An Open Door Closes Quickly: How to Step into Opportunity Before It Disappears Forever – PART 1

There is a famous adage that has been around for a long time: “Opportunity knocks but once”. It is easy enough to interpret, but it is often a difficult lesson to integrate. Indeed, one would think the comics community would be eager to seize any legitimate* opportunity offered to them, but nothing could be further from the truth. There are stories abound of comics creators who consciously or unconsciously sabotaged their career progression by shying away from opportunities that were presented to them.

There are four major reasons why people don’t step through the door of opportunity:

  1. They don’t recognise an opportunity (lack of insight)
  2. They challenge the person providing the opportunity (fight)
  3. They run away (flight), or
  4. They procrastinate (freeze).

Let’s deal with each of these one at a time.

In terms of (1), it is important to note that opportunities come in various guises and often in the form of tests—they can be straightforward, but they can also be subtle. As a consequence, prime yourself to pay attention. A request might be explicit and formal such as a publisher asking you for a story pitch or to submit your portfolio. Requests can also be informal such as an established artist or writer or another credible industry person mentioning casually how much they would love to see you do a piece of cover art for one of their characters or some sample sequentials. The request can be cloaked in detached language, but take note… it is a test of your responsiveness. If you can turn around a pitch in 24 to 48 hours it signals your seriousness and motivation.

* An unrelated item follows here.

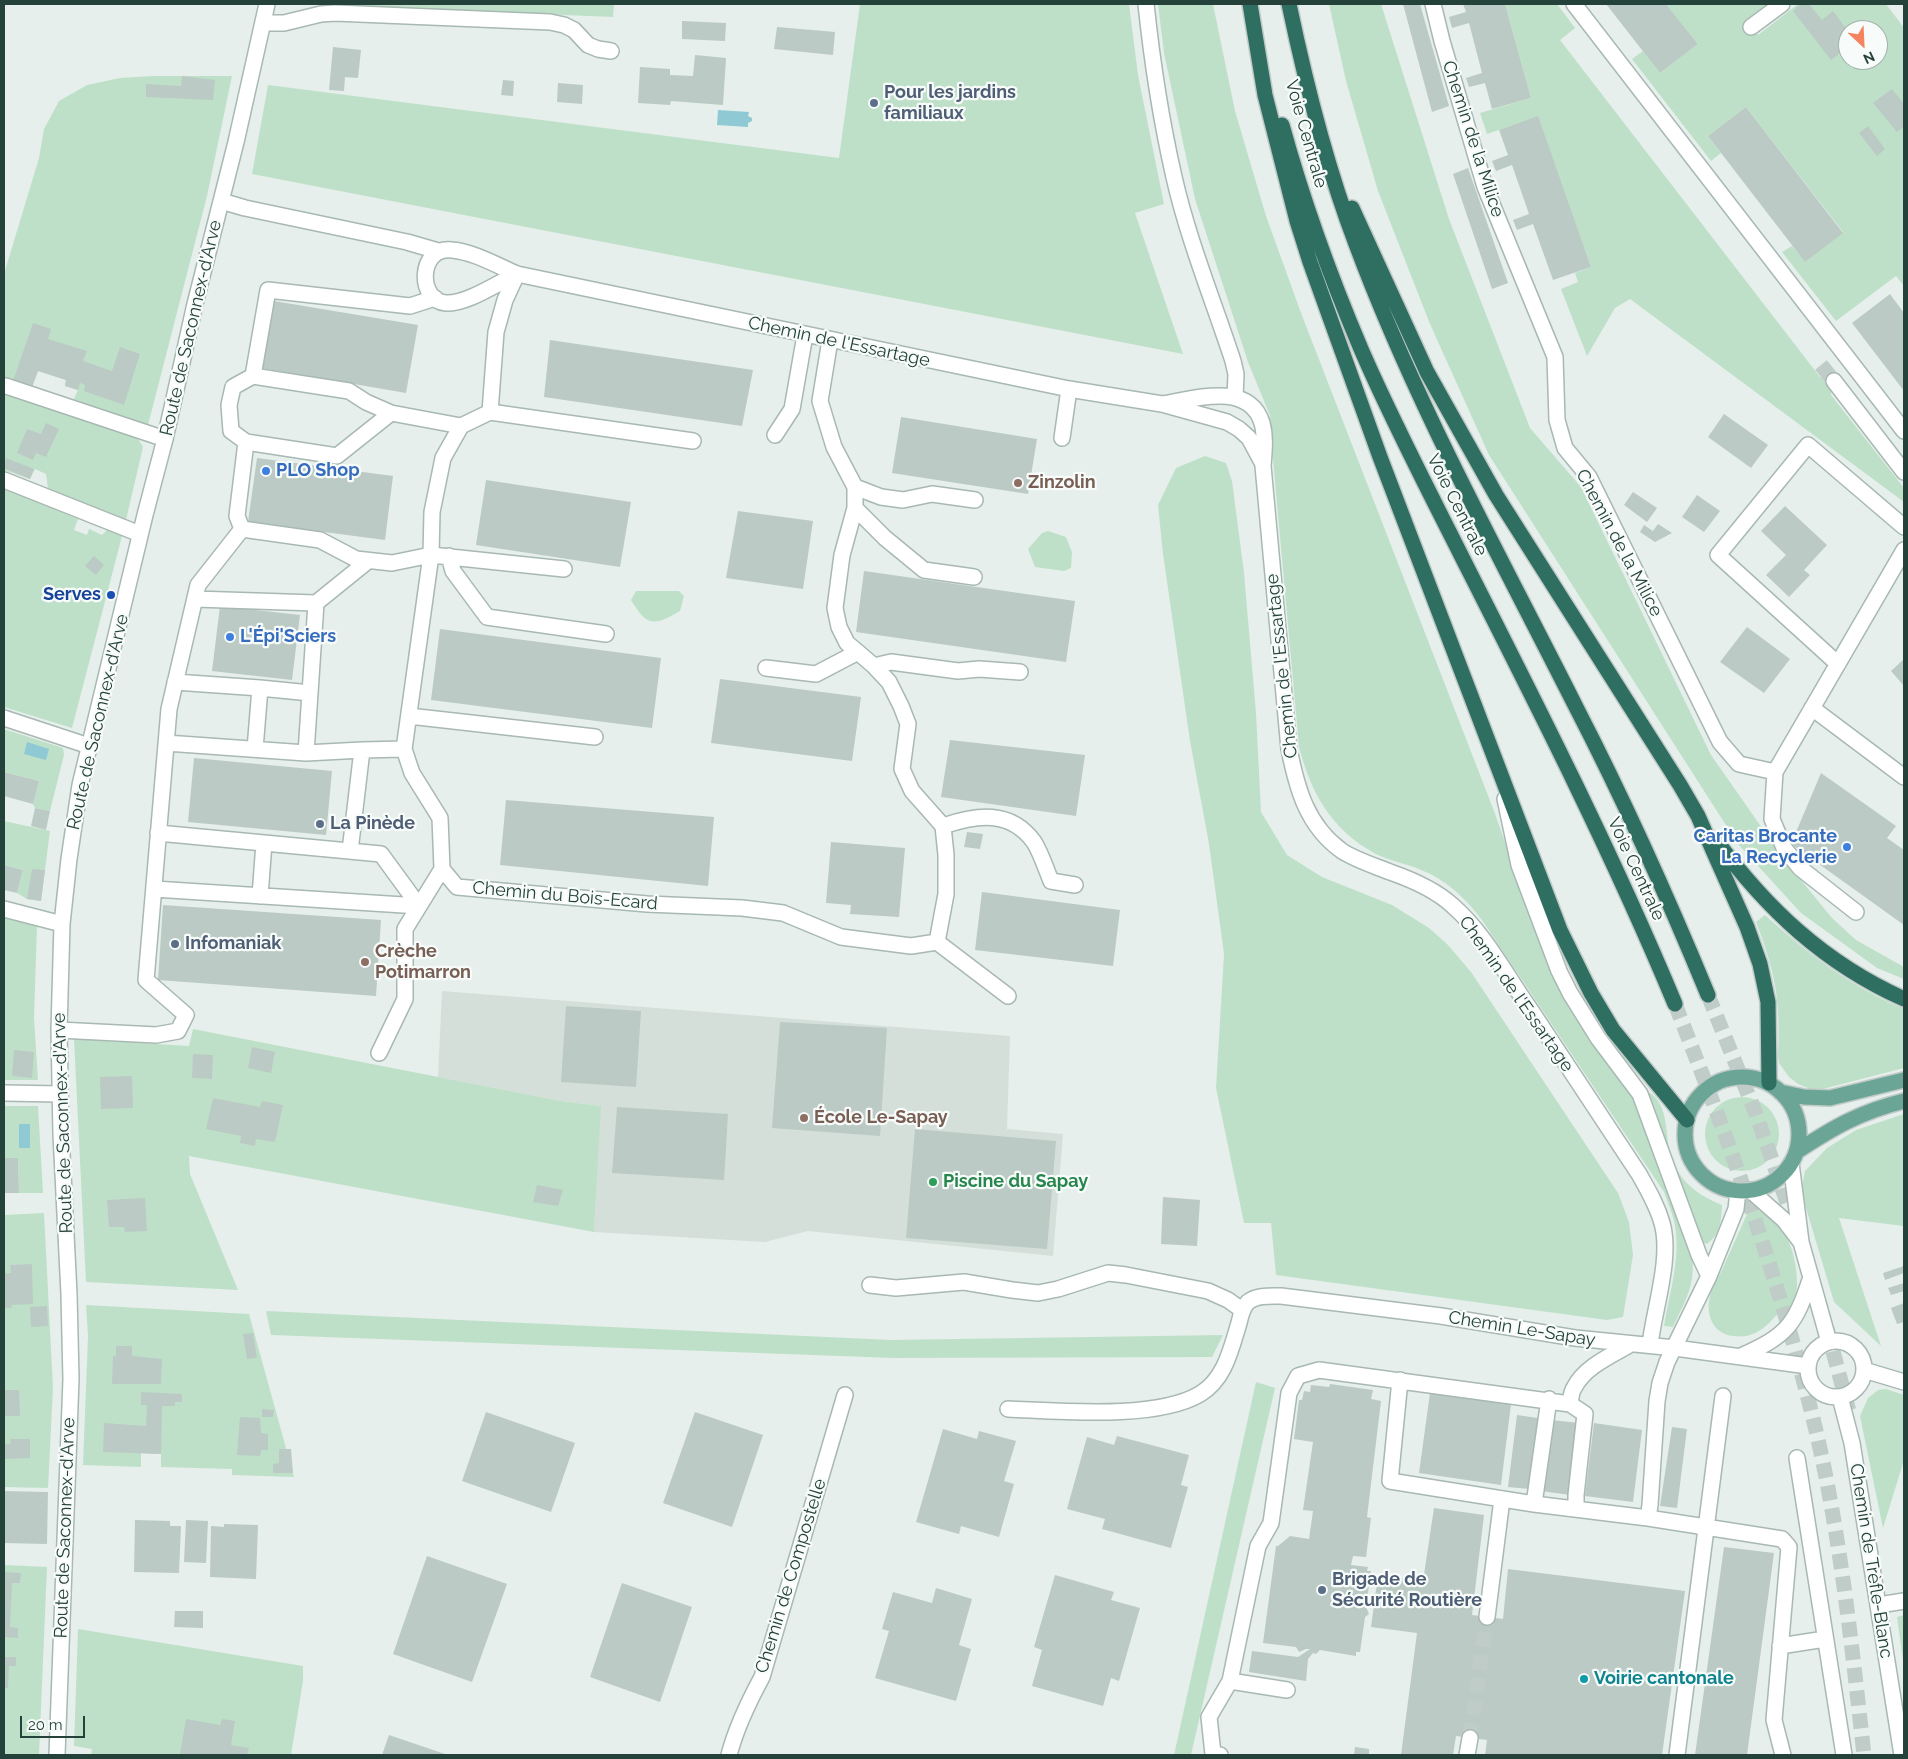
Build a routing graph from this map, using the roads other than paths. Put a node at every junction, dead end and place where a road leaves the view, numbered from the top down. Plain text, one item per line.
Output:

It also signals your reliability, which is one of the key performance indicators a publisher needs in order to make a risk assessment about the calibre of your professionalism in a highly competitive freelance market. There may be another series of smaller tests, such as colouring or inking a piece of art or coming up with some story concepts or something similar. These establish if you have the ability to meet a brief or a deadline, and are ready to progress to the big leagues where the stakes are higher. They are rehearsals for the official performance. A training session before you are invited to enter the sporting field for the big game. Stay alert for these specific or coded requests, and most importantly, take action.

In terms of (2), this is where the Ego can get in the way of taking advantage of an opportunity. This happens when comics creators, no matter how talented they are, or at what juncture they are in their career, challenge an industry expert or refuse to accept their point of view or experience. If you want to work in a particular space and your artistic values are in alignment with the studio, publisher or practitioner offering you an opportunity then it is important to quietly digest any critique that might come your way with attentiveness and humility, as well as to demonstrate that you are open to utilising that feedback to refine and develop your work rather than to defend it. Masterchef contestants stand quietly behind an invisible line while having the merits of their dish assessed by the judging panel. They don’t argue with them. If you are an arguer then it can signal your inability to accept feedback, as well as take instruction. It can also demonstrate a potential for conflict, as well as your profound lack of self-awareness in the face of being given a chance. Indeed, there is nothing more frustrating than an expert practitioner offering gold gilded advice or opening a door to opportunity and then having the recipient contradict or ignore it. If you find yourself in the latter category, you will rarely if ever be presented with the same opportunity by the same person again.

In terms of (3) sometimes people scurry away when presented with an opportunity. This is a fear-based response. It can emanate from low self worth and from a powerful and all-pervading inner message that says, “I’m not good enough”. It is also a symptom of Imposter Syndrome. The reality is that every challenge you face that takes you out of the comfortable and familiar will bring with it myriad uncomfortable feelings. That is your Ego, struggling for supremacy but also to protect you from potential harm, so it can contain you within your comfort zone and keep you safe. However, taking a risk, despite the scary feelings generated inside of you, will fortify your inner resources and make you more resilient no matter what the outcome. Working with a Creativity Coach or a therapist might be the answer to stop that pesky inner saboteur from letting you step into your full potential.

In terms of (4), some people are lazy or ambivalent about taking action. One reason, as Thomas A Edison so eloquently puts it is that “Opportunity is missed by most people because it is dressed in overalls and looks like work”. If you’re not driven by passion for your art, and are not prepared to work hard to fulfil your artistic and professional potential and goals then you have to ask yourself why you are where you are… However, if you are serious about comics as a profession and you want to countermand procrastination then speed is your greatest friend. Taking action signals your intention, your commitment, your motivation and a professional mindset to yourself, as well as the world.

Part 2 of this article will be published next month.

 

* In the context of this article “legitimate” means a credible publisher, producer, comics creator or industry person who can offer you a contract to work on a project that will provide an income or some kind of other value benefit. It does not mean somebody who offers you “exposure” or has shonky business practices.